松平の本多平八郎か。儂と互角近くの戦いをできた若侍ゆえな。この先どれほど伸びるか…。

末恐ろしいな。その名、覚えておこう」


そう、つぶやく柴田の親父殿。

清須同盟が成立して史実通りなら、織田と松平改め徳川の同盟は信長伯父さんが死ぬまでつづくはずだから、戦場で戦うことはないはずですよ。きっと、たぶん。


「ふぅ。権六も成政も戦場での働き、素晴らしいものよな。それに比べて、儂はどうにも槍働きでは活躍できん。いつまで家老として遇してもらえるか…」


「義兄上。義兄上は戦働きでもきっちりと仕事をしておられるではないですか。此度の梅ヶ坪攻めでも挙母金谷城の周辺での働きや伊保城での働き、きちんとされておりましたぞ」


「権六。そういってくれるのはありがたいが、金谷城の周りの確認なんぞ誰でもできる。伊保城を落としたのも、お主ら柴田勢の活躍があればこそじゃ」


「盛次様。槍働きのみが仕事ではございませんぞ。内政や外交に盛次様は仕事をなされております」


「次兵衛、そう言ってくれるのは有り難いがな。それらの仕事では、村井貞勝や島田秀満の奉行衆にはかなわん。外交も林殿の方が伝手が多い。しかも、丹羽や木下らもそういった仕事は着実にこなしておる。佐久間の主な六家のうち、今は亡き、盛重のところを入れれば三家までも家老格で遇してもらっておるが、いつまでそれが続くのやら…」


「義兄上。そう弱気なことを申されるな。ここにいる、柴田、佐久間、佐々は婚族関係とは言え、いわば一門。どこか一つの家でも名をあげれば、その家がほかの家を助け、助けられた家はほかの家を支えることで一門の繁栄をなせばよいのです。我ら三家は互いに支え合っていくことで、束になって織田を支える。それでよいではありませんか」


「権六。少し見ぬ間に良いことを言うようになったな。男子三日会わざれば刮目して見よ、か」


「三国志、呂蒙の逸話ですな。武に偏ったうちの殿にはこれ以上当てはまることはありますまい」


そういうと、呵々と笑う次兵衛さん。

それにつられて、成政さん以外の三人が笑い出しました。

あれ、成政さん、呂蒙の逸話知らないのか?まぁ、いいや。


「権六も大人になったのぉ。今日は良いことを聞いたし、良いものを見れた」


「義兄上、そこに座る坊丸に以前言われたのです。

信行様の謀反の後、干されたようになっておりましたそれがしは、だいぶ腐っておりました。その時、それがしの武人としての才が必要になる時が必ず来るから、今の状況で織田のためにできることを全力でやり続けるようにと。それが忠義だと、坊丸にそう言われたのです。

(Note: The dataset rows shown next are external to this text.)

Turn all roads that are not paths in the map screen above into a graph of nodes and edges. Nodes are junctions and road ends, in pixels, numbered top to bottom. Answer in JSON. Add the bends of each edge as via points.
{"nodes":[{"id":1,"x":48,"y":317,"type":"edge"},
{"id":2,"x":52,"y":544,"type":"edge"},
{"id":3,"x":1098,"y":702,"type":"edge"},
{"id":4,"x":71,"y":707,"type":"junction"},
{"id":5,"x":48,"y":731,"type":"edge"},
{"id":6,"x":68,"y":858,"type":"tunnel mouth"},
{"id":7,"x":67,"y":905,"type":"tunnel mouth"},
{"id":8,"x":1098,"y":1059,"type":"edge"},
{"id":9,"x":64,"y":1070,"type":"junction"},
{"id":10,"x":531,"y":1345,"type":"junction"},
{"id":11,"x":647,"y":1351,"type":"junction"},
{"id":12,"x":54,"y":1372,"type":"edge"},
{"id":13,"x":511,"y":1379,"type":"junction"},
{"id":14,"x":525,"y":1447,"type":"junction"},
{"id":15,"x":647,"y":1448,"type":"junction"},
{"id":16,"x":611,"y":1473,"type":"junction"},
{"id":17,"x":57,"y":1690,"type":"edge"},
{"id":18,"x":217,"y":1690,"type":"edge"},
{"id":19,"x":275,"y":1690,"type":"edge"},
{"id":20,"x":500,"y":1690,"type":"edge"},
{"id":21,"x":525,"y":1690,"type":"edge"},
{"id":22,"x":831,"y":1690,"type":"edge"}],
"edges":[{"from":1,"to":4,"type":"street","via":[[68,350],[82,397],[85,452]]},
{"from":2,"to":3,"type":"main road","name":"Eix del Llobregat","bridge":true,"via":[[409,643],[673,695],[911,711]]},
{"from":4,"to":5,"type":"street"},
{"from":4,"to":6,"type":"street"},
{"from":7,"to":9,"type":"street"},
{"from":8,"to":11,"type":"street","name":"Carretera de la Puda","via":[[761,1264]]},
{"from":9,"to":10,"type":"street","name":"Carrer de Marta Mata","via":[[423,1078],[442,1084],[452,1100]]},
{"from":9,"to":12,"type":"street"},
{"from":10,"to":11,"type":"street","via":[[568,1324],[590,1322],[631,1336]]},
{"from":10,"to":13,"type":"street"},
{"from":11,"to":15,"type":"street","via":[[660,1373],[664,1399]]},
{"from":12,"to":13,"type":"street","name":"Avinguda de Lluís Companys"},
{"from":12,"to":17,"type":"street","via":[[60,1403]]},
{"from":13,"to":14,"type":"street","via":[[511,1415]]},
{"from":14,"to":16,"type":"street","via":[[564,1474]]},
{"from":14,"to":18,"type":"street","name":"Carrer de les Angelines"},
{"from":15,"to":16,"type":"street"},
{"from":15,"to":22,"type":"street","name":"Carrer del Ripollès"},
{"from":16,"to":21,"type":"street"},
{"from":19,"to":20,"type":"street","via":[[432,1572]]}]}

いやぁ、次兵衛に言われるならまだしも、坊丸にそこまで言われましたら、織田への忠義と思い、武を磨き、日々を大切に生きるようになり申した。

だから、義兄上も忠義第一で奉公なさってください。理助たちのためにも」


「そうよな、権六。色々、ありがたい」


「義兄ぃ、俺も頑張るぜ!」

うん、成政さん。それもいいけど、まずは『呉下の阿蒙』の逸話や故事を勉強しようか!

佐久間六家は自分の造語です。

尾張の佐久間氏は主要な系統が6つあったとされています。

御器所、山崎を領有した2家、そこから派生した佐久間大学盛重につながる系譜、佐久間信盛・信栄親子につながる系譜、佐久間盛次・盛政親子につながる系譜、佐久間河内守家の4家。

合わせて6家なので、佐久間六家です。